Collected data:
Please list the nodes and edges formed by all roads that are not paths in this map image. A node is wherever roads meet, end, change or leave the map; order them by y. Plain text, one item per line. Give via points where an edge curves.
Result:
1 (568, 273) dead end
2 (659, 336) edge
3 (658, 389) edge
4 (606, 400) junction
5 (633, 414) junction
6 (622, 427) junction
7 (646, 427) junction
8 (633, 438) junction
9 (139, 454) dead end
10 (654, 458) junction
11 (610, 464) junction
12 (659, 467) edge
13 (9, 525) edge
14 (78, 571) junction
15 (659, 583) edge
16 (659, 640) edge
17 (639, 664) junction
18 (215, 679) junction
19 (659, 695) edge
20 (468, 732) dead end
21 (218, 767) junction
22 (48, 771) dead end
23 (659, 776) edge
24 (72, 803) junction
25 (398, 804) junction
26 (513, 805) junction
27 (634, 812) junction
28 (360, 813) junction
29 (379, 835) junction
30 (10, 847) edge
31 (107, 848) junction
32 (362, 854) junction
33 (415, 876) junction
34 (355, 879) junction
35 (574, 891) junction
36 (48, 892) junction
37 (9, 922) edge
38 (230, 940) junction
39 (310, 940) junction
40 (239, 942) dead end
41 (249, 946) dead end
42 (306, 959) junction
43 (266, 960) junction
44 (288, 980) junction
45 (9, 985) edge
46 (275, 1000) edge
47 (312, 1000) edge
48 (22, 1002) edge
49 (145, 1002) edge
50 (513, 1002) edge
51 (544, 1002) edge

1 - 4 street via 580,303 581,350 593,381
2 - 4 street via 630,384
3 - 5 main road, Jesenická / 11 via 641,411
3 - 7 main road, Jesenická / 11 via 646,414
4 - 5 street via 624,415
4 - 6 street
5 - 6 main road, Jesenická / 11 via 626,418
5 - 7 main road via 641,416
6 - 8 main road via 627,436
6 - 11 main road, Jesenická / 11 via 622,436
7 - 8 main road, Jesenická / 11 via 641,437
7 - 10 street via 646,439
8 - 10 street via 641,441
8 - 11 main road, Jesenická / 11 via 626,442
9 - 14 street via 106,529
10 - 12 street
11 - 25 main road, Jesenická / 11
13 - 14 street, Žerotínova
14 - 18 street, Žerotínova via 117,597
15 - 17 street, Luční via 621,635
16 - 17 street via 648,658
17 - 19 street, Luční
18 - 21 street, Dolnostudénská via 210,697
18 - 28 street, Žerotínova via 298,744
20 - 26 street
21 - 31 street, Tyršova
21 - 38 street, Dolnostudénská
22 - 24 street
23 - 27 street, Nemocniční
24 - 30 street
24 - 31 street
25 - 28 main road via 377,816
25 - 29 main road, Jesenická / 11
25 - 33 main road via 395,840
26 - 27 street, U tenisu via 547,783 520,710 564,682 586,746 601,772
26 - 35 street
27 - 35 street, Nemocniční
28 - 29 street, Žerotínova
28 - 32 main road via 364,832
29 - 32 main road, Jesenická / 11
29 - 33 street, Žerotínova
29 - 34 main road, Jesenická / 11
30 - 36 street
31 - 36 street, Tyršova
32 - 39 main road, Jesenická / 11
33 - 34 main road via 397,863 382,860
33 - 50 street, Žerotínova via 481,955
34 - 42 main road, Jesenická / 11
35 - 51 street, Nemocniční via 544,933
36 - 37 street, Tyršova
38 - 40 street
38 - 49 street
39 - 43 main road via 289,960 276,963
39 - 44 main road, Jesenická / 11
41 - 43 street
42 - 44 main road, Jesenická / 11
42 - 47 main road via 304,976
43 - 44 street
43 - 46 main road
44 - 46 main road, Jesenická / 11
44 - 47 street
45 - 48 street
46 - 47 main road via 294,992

● Required work: Output the entire set of records exactly as shown.

● Solution for this exercise:
Please list the nodes and edges formed by all roads that are not paths in this map image. A node is wherever roads meet, end, change or leave the map; order them by y. Plain text, one item per line. Give via points where an edge curves.
Result:
1 (568, 273) dead end
2 (659, 336) edge
3 (658, 389) edge
4 (606, 400) junction
5 (633, 414) junction
6 (622, 427) junction
7 (646, 427) junction
8 (633, 438) junction
9 (139, 454) dead end
10 (654, 458) junction
11 (610, 464) junction
12 (659, 467) edge
13 (9, 525) edge
14 (78, 571) junction
15 (659, 583) edge
16 (659, 640) edge
17 (639, 664) junction
18 (215, 679) junction
19 (659, 695) edge
20 (468, 732) dead end
21 (218, 767) junction
22 (48, 771) dead end
23 (659, 776) edge
24 (72, 803) junction
25 (398, 804) junction
26 (513, 805) junction
27 (634, 812) junction
28 (360, 813) junction
29 (379, 835) junction
30 (10, 847) edge
31 (107, 848) junction
32 (362, 854) junction
33 (415, 876) junction
34 (355, 879) junction
35 (574, 891) junction
36 (48, 892) junction
37 (9, 922) edge
38 (230, 940) junction
39 (310, 940) junction
40 (239, 942) dead end
41 (249, 946) dead end
42 (306, 959) junction
43 (266, 960) junction
44 (288, 980) junction
45 (9, 985) edge
46 (275, 1000) edge
47 (312, 1000) edge
48 (22, 1002) edge
49 (145, 1002) edge
50 (513, 1002) edge
51 (544, 1002) edge

1 - 4 street via 580,303 581,350 593,381
2 - 4 street via 630,384
3 - 5 main road, Jesenická / 11 via 641,411
3 - 7 main road, Jesenická / 11 via 646,414
4 - 5 street via 624,415
4 - 6 street
5 - 6 main road, Jesenická / 11 via 626,418
5 - 7 main road via 641,416
6 - 8 main road via 627,436
6 - 11 main road, Jesenická / 11 via 622,436
7 - 8 main road, Jesenická / 11 via 641,437
7 - 10 street via 646,439
8 - 10 street via 641,441
8 - 11 main road, Jesenická / 11 via 626,442
9 - 14 street via 106,529
10 - 12 street
11 - 25 main road, Jesenická / 11
13 - 14 street, Žerotínova
14 - 18 street, Žerotínova via 117,597
15 - 17 street, Luční via 621,635
16 - 17 street via 648,658
17 - 19 street, Luční
18 - 21 street, Dolnostudénská via 210,697
18 - 28 street, Žerotínova via 298,744
20 - 26 street
21 - 31 street, Tyršova
21 - 38 street, Dolnostudénská
22 - 24 street
23 - 27 street, Nemocniční
24 - 30 street
24 - 31 street
25 - 28 main road via 377,816
25 - 29 main road, Jesenická / 11
25 - 33 main road via 395,840
26 - 27 street, U tenisu via 547,783 520,710 564,682 586,746 601,772
26 - 35 street
27 - 35 street, Nemocniční
28 - 29 street, Žerotínova
28 - 32 main road via 364,832
29 - 32 main road, Jesenická / 11
29 - 33 street, Žerotínova
29 - 34 main road, Jesenická / 11
30 - 36 street
31 - 36 street, Tyršova
32 - 39 main road, Jesenická / 11
33 - 34 main road via 397,863 382,860
33 - 50 street, Žerotínova via 481,955
34 - 42 main road, Jesenická / 11
35 - 51 street, Nemocniční via 544,933
36 - 37 street, Tyršova
38 - 40 street
38 - 49 street
39 - 43 main road via 289,960 276,963
39 - 44 main road, Jesenická / 11
41 - 43 street
42 - 44 main road, Jesenická / 11
42 - 47 main road via 304,976
43 - 44 street
43 - 46 main road
44 - 46 main road, Jesenická / 11
44 - 47 street
45 - 48 street
46 - 47 main road via 294,992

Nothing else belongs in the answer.